Android Pay Adds International Remittances

Android Pay users can now make international Peer to Peer (P2P) payments. That means people will be able to send money to friends and family in other nations using the popular app.

Alphabet (NASDAQ: GOOG) has joined forces with a startup called WorldRemit; to let Android Pay users send money to 120 million accounts around the world, TechCrunch reported. This and integration with Facebook Messenger for group payments might make Android Pay the gold standard in digital wallets.

International remittances are a huge market the World Bank estimated that people transmitted $442 billion to persons in other countries. That will enable Alphabet (NASDAQ: GOOGL) to reach many of the two billion “unbanked” people in the developing world.

It also competes directly with PayPal (NASDAQ: PYPL) which owns Venmo and Xoom. This probably means that Facebook (NASDAQ: FB) is not planning to enter the payments business.

WorldRemit might become a major player in the remittance and finance business because it has raised $148 million in venture capital. The next logical step for WorldRemit will be to launch its own digital wallet.

It’s hard to Get Paid by Apple Pay Cash

Apple Pay Cash is not all that the company is claiming it is. Users of the popular app do not actually send cash to friends and family.

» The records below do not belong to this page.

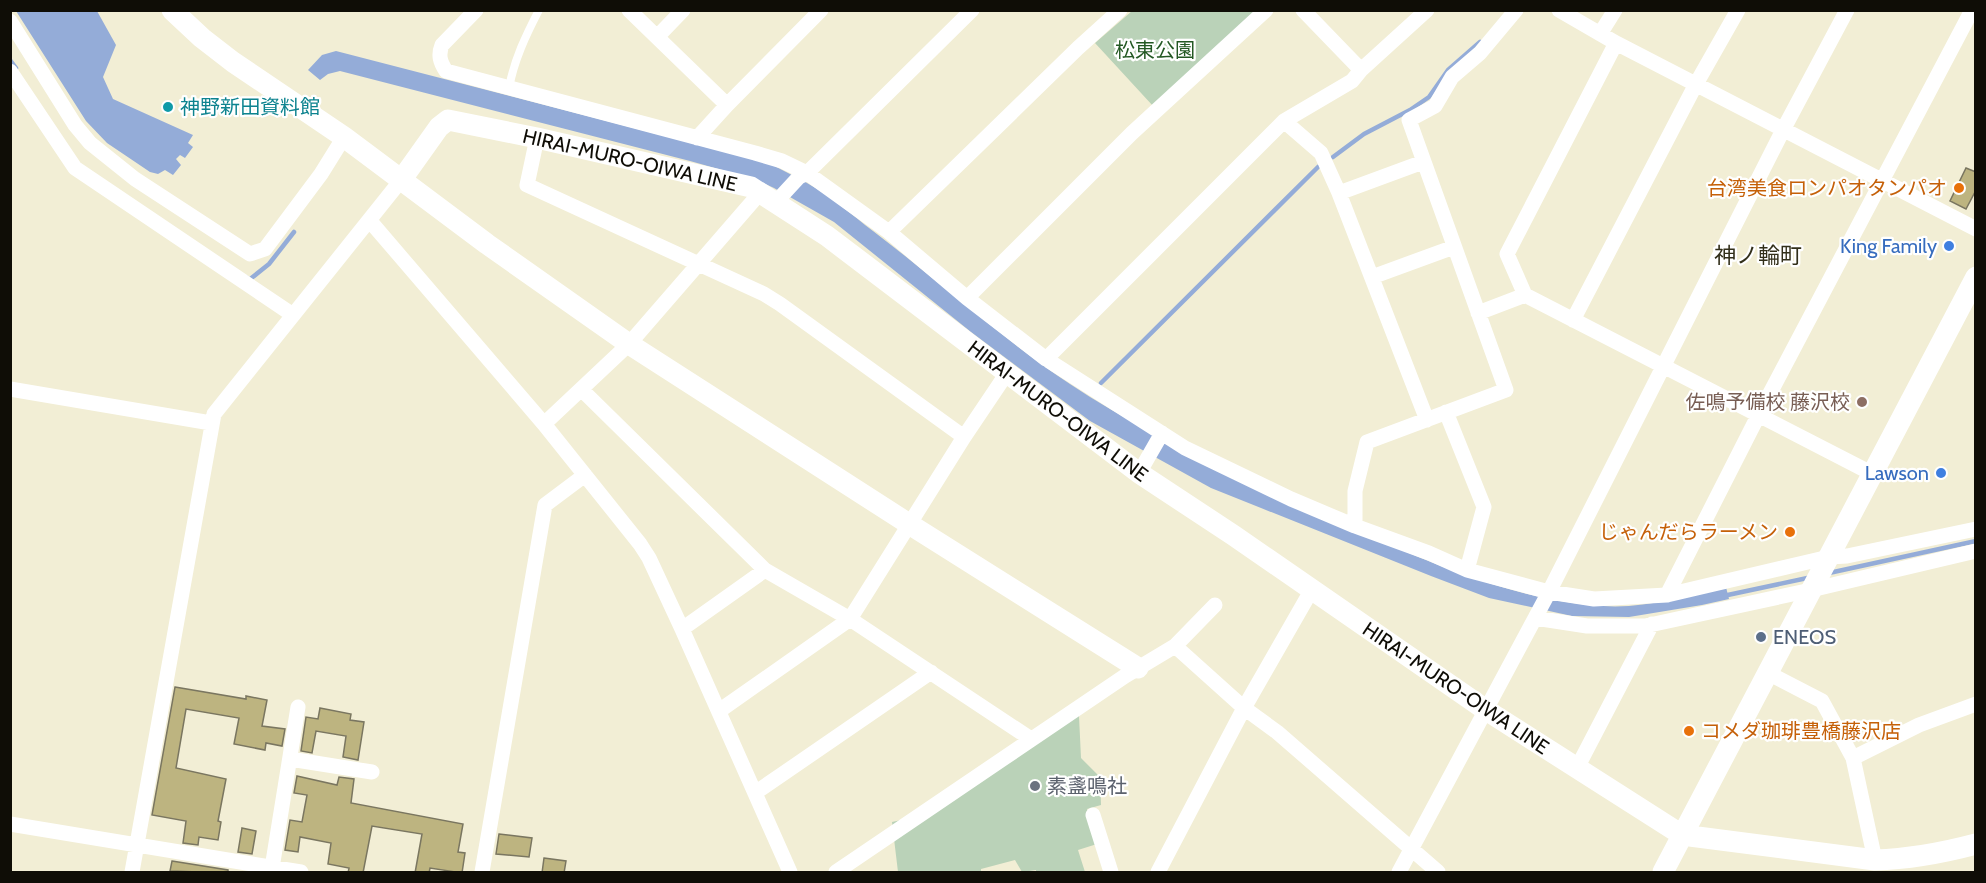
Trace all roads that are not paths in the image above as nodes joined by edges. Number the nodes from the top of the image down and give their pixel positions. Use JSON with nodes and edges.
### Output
{"nodes":[{"id":1,"x":172,"y":10,"type":"edge"},
{"id":2,"x":476,"y":10,"type":"edge"},
{"id":3,"x":539,"y":10,"type":"edge"},
{"id":4,"x":629,"y":10,"type":"edge"},
{"id":5,"x":683,"y":10,"type":"edge"},
{"id":6,"x":821,"y":10,"type":"edge"},
{"id":7,"x":972,"y":10,"type":"edge"},
{"id":8,"x":1120,"y":10,"type":"edge"},
{"id":9,"x":1266,"y":10,"type":"edge"},
{"id":10,"x":1303,"y":10,"type":"edge"},
{"id":11,"x":1427,"y":10,"type":"edge"},
{"id":12,"x":1516,"y":10,"type":"edge"},
{"id":13,"x":1559,"y":10,"type":"edge"},
{"id":14,"x":1616,"y":10,"type":"edge"},
{"id":15,"x":1738,"y":10,"type":"edge"},
{"id":16,"x":1847,"y":10,"type":"edge"},
{"id":17,"x":1972,"y":10,"type":"edge"},
{"id":18,"x":10,"y":21,"type":"edge"},
{"id":19,"x":1600,"y":34,"type":"junction"},
{"id":20,"x":657,"y":37,"type":"junction"},
{"id":21,"x":1616,"y":43,"type":"junction"},
{"id":22,"x":1361,"y":70,"type":"junction"},
{"id":23,"x":10,"y":71,"type":"edge"},
{"id":24,"x":1695,"y":84,"type":"junction"},
{"id":25,"x":509,"y":87,"type":"junction"},
{"id":26,"x":727,"y":105,"type":"junction"},
{"id":27,"x":1284,"y":121,"type":"junction"},
{"id":28,"x":1784,"y":130,"type":"junction"},
{"id":29,"x":344,"y":137,"type":"junction"},
{"id":30,"x":537,"y":138,"type":"junction"},
{"id":31,"x":697,"y":138,"type":"junction"},
{"id":32,"x":1423,"y":162,"type":"junction"},
{"id":33,"x":803,"y":175,"type":"junction"},
{"id":34,"x":402,"y":179,"type":"junction"},
{"id":35,"x":1882,"y":181,"type":"junction"},
{"id":36,"x":1339,"y":194,"type":"junction"},
{"id":37,"x":772,"y":197,"type":"junction"},
{"id":38,"x":369,"y":221,"type":"junction"},
{"id":39,"x":1976,"y":229,"type":"edge"},
{"id":40,"x":890,"y":232,"type":"junction"},
{"id":41,"x":1454,"y":247,"type":"junction"},
{"id":42,"x":697,"y":264,"type":"junction"},
{"id":43,"x":1372,"y":277,"type":"junction"},
{"id":44,"x":1976,"y":277,"type":"edge"},
{"id":45,"x":1526,"y":295,"type":"junction"},
{"id":46,"x":967,"y":298,"type":"junction"},
{"id":47,"x":1478,"y":313,"type":"junction"},
{"id":48,"x":293,"y":315,"type":"junction"},
{"id":49,"x":1573,"y":320,"type":"junction"},
{"id":50,"x":629,"y":345,"type":"junction"},
{"id":51,"x":1046,"y":359,"type":"junction"},
{"id":52,"x":1663,"y":366,"type":"junction"},
{"id":53,"x":1007,"y":373,"type":"junction"},
{"id":54,"x":10,"y":389,"type":"edge"},
{"id":55,"x":582,"y":390,"type":"junction"},
{"id":56,"x":1446,"y":412,"type":"junction"},
{"id":57,"x":1758,"y":416,"type":"junction"},
{"id":58,"x":1426,"y":420,"type":"junction"},
{"id":59,"x":211,"y":423,"type":"junction"},
{"id":60,"x":544,"y":424,"type":"junction"},
{"id":61,"x":1162,"y":433,"type":"junction"},
{"id":62,"x":964,"y":437,"type":"junction"},
{"id":63,"x":1143,"y":466,"type":"junction"},
{"id":64,"x":1871,"y":473,"type":"junction"},
{"id":65,"x":585,"y":475,"type":"junction"},
{"id":66,"x":909,"y":524,"type":"junction"},
{"id":67,"x":1354,"y":526,"type":"junction"},
{"id":68,"x":1976,"y":529,"type":"edge"},
{"id":69,"x":1976,"y":551,"type":"edge"},
{"id":70,"x":1826,"y":560,"type":"junction"},
{"id":71,"x":765,"y":570,"type":"junction"},
{"id":72,"x":1467,"y":570,"type":"junction"},
{"id":73,"x":1811,"y":588,"type":"junction"},
{"id":74,"x":1311,"y":591,"type":"junction"},
{"id":75,"x":1549,"y":592,"type":"junction"},
{"id":76,"x":1667,"y":595,"type":"junction"},
{"id":77,"x":1215,"y":605,"type":"dead end"},
{"id":78,"x":1535,"y":618,"type":"junction"},
{"id":79,"x":850,"y":619,"type":"junction"},
{"id":80,"x":1652,"y":624,"type":"junction"},
{"id":81,"x":682,"y":629,"type":"junction"},
{"id":82,"x":1175,"y":646,"type":"junction"},
{"id":83,"x":1138,"y":668,"type":"junction"},
{"id":84,"x":931,"y":672,"type":"junction"},
{"id":85,"x":1768,"y":673,"type":"junction"},
{"id":86,"x":1976,"y":704,"type":"edge"},
{"id":87,"x":298,"y":708,"type":"dead end"},
{"id":88,"x":1244,"y":708,"type":"junction"},
{"id":89,"x":1485,"y":710,"type":"junction"},
{"id":90,"x":719,"y":711,"type":"junction"},
{"id":91,"x":1031,"y":739,"type":"junction"},
{"id":92,"x":1853,"y":758,"type":"junction"},
{"id":93,"x":290,"y":759,"type":"junction"},
{"id":94,"x":1577,"y":768,"type":"junction"},
{"id":95,"x":372,"y":772,"type":"dead end"},
{"id":96,"x":755,"y":793,"type":"junction"},
{"id":97,"x":1093,"y":815,"type":"dead end"},
{"id":98,"x":10,"y":824,"type":"edge"},
{"id":99,"x":1682,"y":835,"type":"junction"},
{"id":100,"x":1976,"y":844,"type":"edge"},
{"id":101,"x":137,"y":845,"type":"junction"},
{"id":102,"x":1412,"y":849,"type":"junction"},
{"id":103,"x":1875,"y":860,"type":"junction"},
{"id":104,"x":1904,"y":866,"type":"edge"},
{"id":105,"x":272,"y":867,"type":"junction"},
{"id":106,"x":132,"y":873,"type":"edge"},
{"id":107,"x":301,"y":873,"type":"edge"},
{"id":108,"x":482,"y":873,"type":"edge"},
{"id":109,"x":790,"y":873,"type":"edge"},
{"id":110,"x":836,"y":873,"type":"edge"},
{"id":111,"x":1111,"y":873,"type":"edge"},
{"id":112,"x":1158,"y":873,"type":"edge"},
{"id":113,"x":1399,"y":873,"type":"edge"},
{"id":114,"x":1438,"y":873,"type":"edge"},
{"id":115,"x":1663,"y":873,"type":"edge"}],
"edges":[{"from":1,"to":29,"type":"main road"},
{"from":2,"to":25,"type":"street"},
{"from":3,"to":25,"type":"lane"},
{"from":4,"to":20,"type":"street"},
{"from":5,"to":20,"type":"street"},
{"from":6,"to":26,"type":"street"},
{"from":7,"to":33,"type":"street"},
{"from":8,"to":40,"type":"street"},
{"from":9,"to":46,"type":"street"},
{"from":10,"to":22,"type":"street"},
{"from":11,"to":22,"type":"street"},
{"from":12,"to":32,"type":"street"},
{"from":13,"to":19,"type":"street"},
{"from":14,"to":19,"type":"street"},
{"from":15,"to":24,"type":"street"},
{"from":16,"to":28,"type":"street"},
{"from":17,"to":35,"type":"street"},
{"from":18,"to":29,"type":"street"},
{"from":19,"to":21,"type":"street"},
{"from":20,"to":26,"type":"street"},
{"from":21,"to":24,"type":"street"},
{"from":21,"to":45,"type":"street"},
{"from":22,"to":27,"type":"street"},
{"from":23,"to":48,"type":"street"},
{"from":24,"to":28,"type":"street"},
{"from":24,"to":49,"type":"street"},
{"from":25,"to":31,"type":"street"},
{"from":26,"to":31,"type":"street"},
{"from":27,"to":36,"type":"street"},
{"from":27,"to":51,"type":"street"},
{"from":28,"to":35,"type":"street"},
{"from":28,"to":52,"type":"street"},
{"from":29,"to":34,"type":"main road"},
{"from":30,"to":34,"type":"main road","name":"HIRAI-MURO-OIWA LINE"},
{"from":30,"to":37,"type":"main road","name":"HIRAI-MURO-OIWA LINE"},
{"from":30,"to":42,"type":"street"},
{"from":31,"to":33,"type":"street"},
{"from":32,"to":36,"type":"street"},
{"from":32,"to":41,"type":"street"},
{"from":33,"to":37,"type":"street"},
{"from":33,"to":40,"type":"street"},
{"from":34,"to":38,"type":"street"},
{"from":34,"to":50,"type":"main road"},
{"from":35,"to":39,"type":"street"},
{"from":35,"to":57,"type":"street"},
{"from":36,"to":43,"type":"street"},
{"from":37,"to":42,"type":"street"},
{"from":37,"to":53,"type":"main road","name":"HIRAI-MURO-OIWA LINE"},
{"from":38,"to":48,"type":"street"},
{"from":38,"to":60,"type":"street"},
{"from":40,"to":46,"type":"street"},
{"from":41,"to":43,"type":"street"},
{"from":41,"to":47,"type":"street"},
{"from":42,"to":50,"type":"street"},
{"from":42,"to":62,"type":"street"},
{"from":43,"to":58,"type":"street"},
{"from":44,"to":64,"type":"main road"},
{"from":45,"to":47,"type":"street"},
{"from":45,"to":49,"type":"street"},
{"from":46,"to":51,"type":"street"},
{"from":47,"to":56,"type":"street"},
{"from":48,"to":59,"type":"street"},
{"from":49,"to":52,"type":"street"},
{"from":50,"to":55,"type":"street"},
{"from":50,"to":66,"type":"main road"},
{"from":51,"to":61,"type":"street"},
{"from":52,"to":57,"type":"street"},
{"from":52,"to":75,"type":"street"},
{"from":53,"to":62,"type":"street"},
{"from":53,"to":63,"type":"main road","name":"HIRAI-MURO-OIWA LINE"},
{"from":54,"to":59,"type":"street"},
{"from":55,"to":60,"type":"street"},
{"from":55,"to":71,"type":"street"},
{"from":56,"to":58,"type":"street"},
{"from":56,"to":72,"type":"street"},
{"from":57,"to":64,"type":"street"},
{"from":57,"to":76,"type":"street"},
{"from":58,"to":67,"type":"street"},
{"from":59,"to":101,"type":"street"},
{"from":60,"to":65,"type":"street"},
{"from":61,"to":63,"type":"street"},
{"from":61,"to":67,"type":"street"},
{"from":62,"to":66,"type":"street"},
{"from":63,"to":74,"type":"main road","name":"HIRAI-MURO-OIWA LINE"},
{"from":64,"to":70,"type":"main road"},
{"from":65,"to":81,"type":"street"},
{"from":65,"to":108,"type":"street"},
{"from":66,"to":79,"type":"street"},
{"from":66,"to":83,"type":"main road"},
{"from":67,"to":72,"type":"street"},
{"from":68,"to":70,"type":"street"},
{"from":69,"to":73,"type":"street"},
{"from":70,"to":73,"type":"main road"},
{"from":70,"to":76,"type":"street"},
{"from":71,"to":79,"type":"street"},
{"from":71,"to":81,"type":"street"},
{"from":72,"to":75,"type":"street"},
{"from":73,"to":80,"type":"street"},
{"from":73,"to":85,"type":"main road"},
{"from":74,"to":88,"type":"street"},
{"from":74,"to":89,"type":"main road","name":"HIRAI-MURO-OIWA LINE"},
{"from":75,"to":76,"type":"street"},
{"from":75,"to":78,"type":"street"},
{"from":77,"to":82,"type":"street"},
{"from":78,"to":80,"type":"street"},
{"from":78,"to":89,"type":"street"},
{"from":79,"to":84,"type":"street"},
{"from":79,"to":90,"type":"street"},
{"from":80,"to":94,"type":"street"},
{"from":81,"to":90,"type":"street"},
{"from":82,"to":83,"type":"street"},
{"from":82,"to":88,"type":"street"},
{"from":83,"to":91,"type":"street"},
{"from":84,"to":91,"type":"street"},
{"from":84,"to":96,"type":"street"},
{"from":85,"to":92,"type":"street"},
{"from":85,"to":99,"type":"main road"},
{"from":86,"to":92,"type":"street"},
{"from":87,"to":93,"type":"street"},
{"from":88,"to":102,"type":"street"},
{"from":88,"to":112,"type":"street"},
{"from":89,"to":94,"type":"main road","name":"HIRAI-MURO-OIWA LINE"},
{"from":89,"to":102,"type":"street"},
{"from":90,"to":96,"type":"street"},
{"from":91,"to":110,"type":"street"},
{"from":92,"to":103,"type":"street"},
{"from":93,"to":95,"type":"street"},
{"from":93,"to":105,"type":"street"},
{"from":94,"to":99,"type":"main road","name":"HIRAI-MURO-OIWA LINE"},
{"from":96,"to":109,"type":"street"},
{"from":97,"to":111,"type":"street"},
{"from":98,"to":101,"type":"street"},
{"from":99,"to":103,"type":"main road","name":"HIRAI-MURO-OIWA LINE"},
{"from":99,"to":115,"type":"main road"},
{"from":100,"to":104,"type":"main road","name":"HIRAI-MURO-OIWA LINE"},
{"from":101,"to":105,"type":"street"},
{"from":101,"to":106,"type":"street"},
{"from":102,"to":113,"type":"street"},
{"from":102,"to":114,"type":"street"},
{"from":103,"to":104,"type":"main road","name":"HIRAI-MURO-OIWA LINE"},
{"from":105,"to":107,"type":"street"}]}
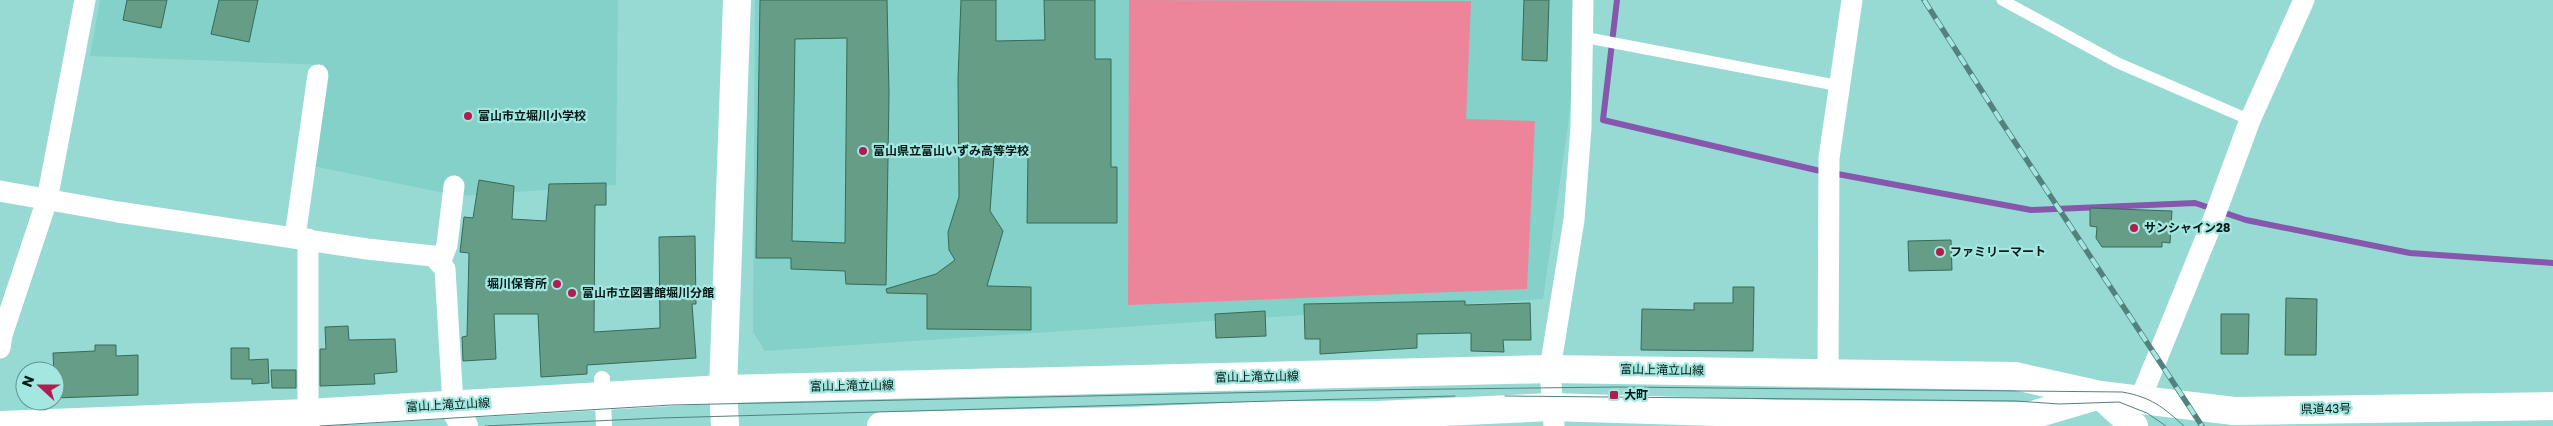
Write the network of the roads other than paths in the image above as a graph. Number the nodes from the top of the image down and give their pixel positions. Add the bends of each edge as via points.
1 (85, 0) edge
2 (737, 0) edge
3 (1583, 0) edge
4 (1852, 0) edge
5 (2002, 0) edge
6 (2304, 0) edge
7 (1583, 37) junction
8 (318, 75) dead end
9 (1840, 86) junction
10 (2250, 120) junction
11 (454, 186) dead end
12 (0, 191) edge
13 (47, 200) junction
14 (302, 238) junction
15 (440, 263) junction
16 (1, 339) edge
17 (1550, 369) junction
18 (1828, 373) junction
19 (602, 379) dead end
20 (723, 389) junction
21 (2100, 395) junction
22 (2140, 400) junction
23 (2553, 406) edge
24 (308, 413) junction
25 (459, 416) edge
26 (1553, 416) edge
27 (1736, 419) edge
28 (1275, 421) edge
29 (2018, 421) edge
30 (958, 424) edge
31 (0, 425) edge
32 (604, 426) edge
33 (725, 426) edge
34 (881, 426) edge
35 (2134, 426) edge

1 - 13 street
2 - 20 main road
3 - 7 street
4 - 9 street
5 - 10 lane via 2118,63
6 - 10 street
7 - 9 lane
7 - 17 street via 1574,220
8 - 14 street
9 - 18 street via 1829,158
10 - 22 street
11 - 15 street via 447,245
12 - 13 street
13 - 14 street
13 - 16 street
14 - 15 street via 433,256
14 - 24 street
15 - 25 street via 445,269
17 - 18 main road, 富山上滝立山線
17 - 20 main road, 富山上滝立山線
17 - 26 street
18 - 21 main road, 富山上滝立山線 via 2015,376
19 - 32 street
20 - 25 main road, 富山上滝立山線
20 - 33 main road
21 - 22 main road, 県道43号
21 - 29 main road
21 - 35 main road
22 - 23 main road, 県道43号 via 2234,411
24 - 25 main road, 富山上滝立山線
24 - 31 main road, 富山上滝立山線
26 - 27 main road
26 - 28 main road via 1378,415
27 - 29 main road
28 - 30 main road
30 - 34 main road

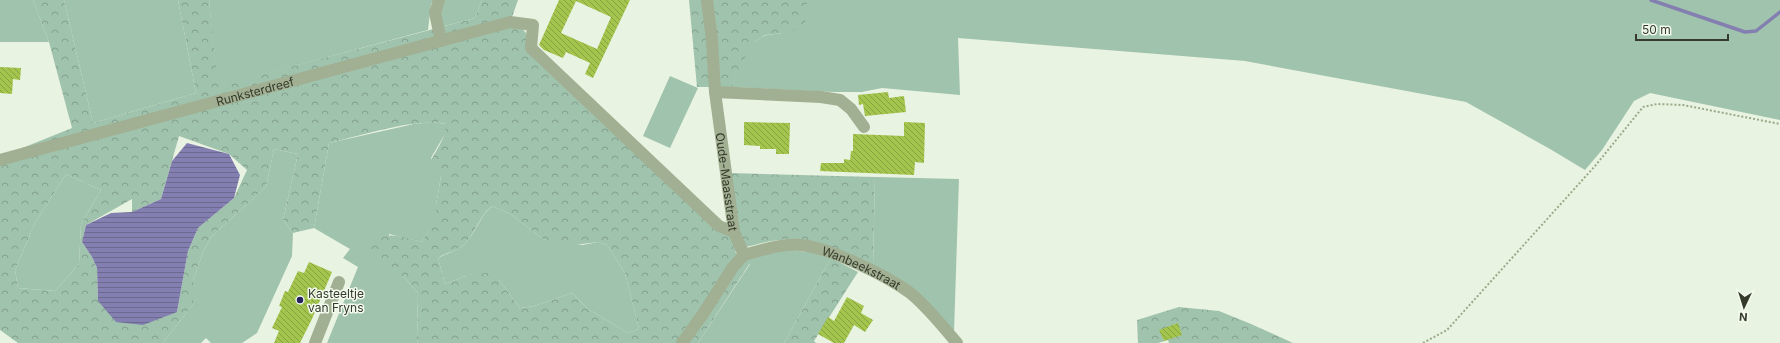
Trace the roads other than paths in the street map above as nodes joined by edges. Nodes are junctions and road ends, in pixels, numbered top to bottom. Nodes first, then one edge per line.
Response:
1 (439, 0) edge
2 (707, 0) edge
3 (441, 41) junction
4 (715, 92) junction
5 (864, 127) dead end
6 (0, 160) edge
7 (734, 232) junction
8 (744, 255) junction
9 (339, 282) dead end
10 (315, 343) edge
11 (682, 343) edge
12 (957, 343) edge

1 - 3 street
2 - 4 street, Oude-Maasstraat
3 - 6 street, Runksterdreef
3 - 7 street, Runksterdreef
4 - 5 street
4 - 7 street, Oude-Maasstraat
7 - 8 street, Oude-Maasstraat
8 - 11 street
8 - 12 street, Wanbeekstraat
9 - 10 street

Instead they send a sort of electronic gift card, CO.Design’s Mark Wilson pointed out. If users want to put actual cash into their bank accounts they will have to go through a special protocol.

That enables Apple (NASDAQ: AAPL) to generate float but it makes it hard to get cash for things like rent or utilities. It encourages people to spend the money at merchants that accept Apple Pay in an attempt to get more people to use the App.

Apple claims that transfers to banks cannot be automated which sounds like a crock. Alphabet has automated payments on Android Pay and Facebook allows such payments. There are no automated payments on PayPal which generates a lot of float and revenue for that company.

Wilson pointed out that PayPal invests the funds until they are spent; which makes it a pretty shrewd company and a value investment. It looks as if Apple has figured out finance and how to make money from Apple Pay. That makes Apple a good investment but might make Apple Pay Cash a poor deal for iPhone users.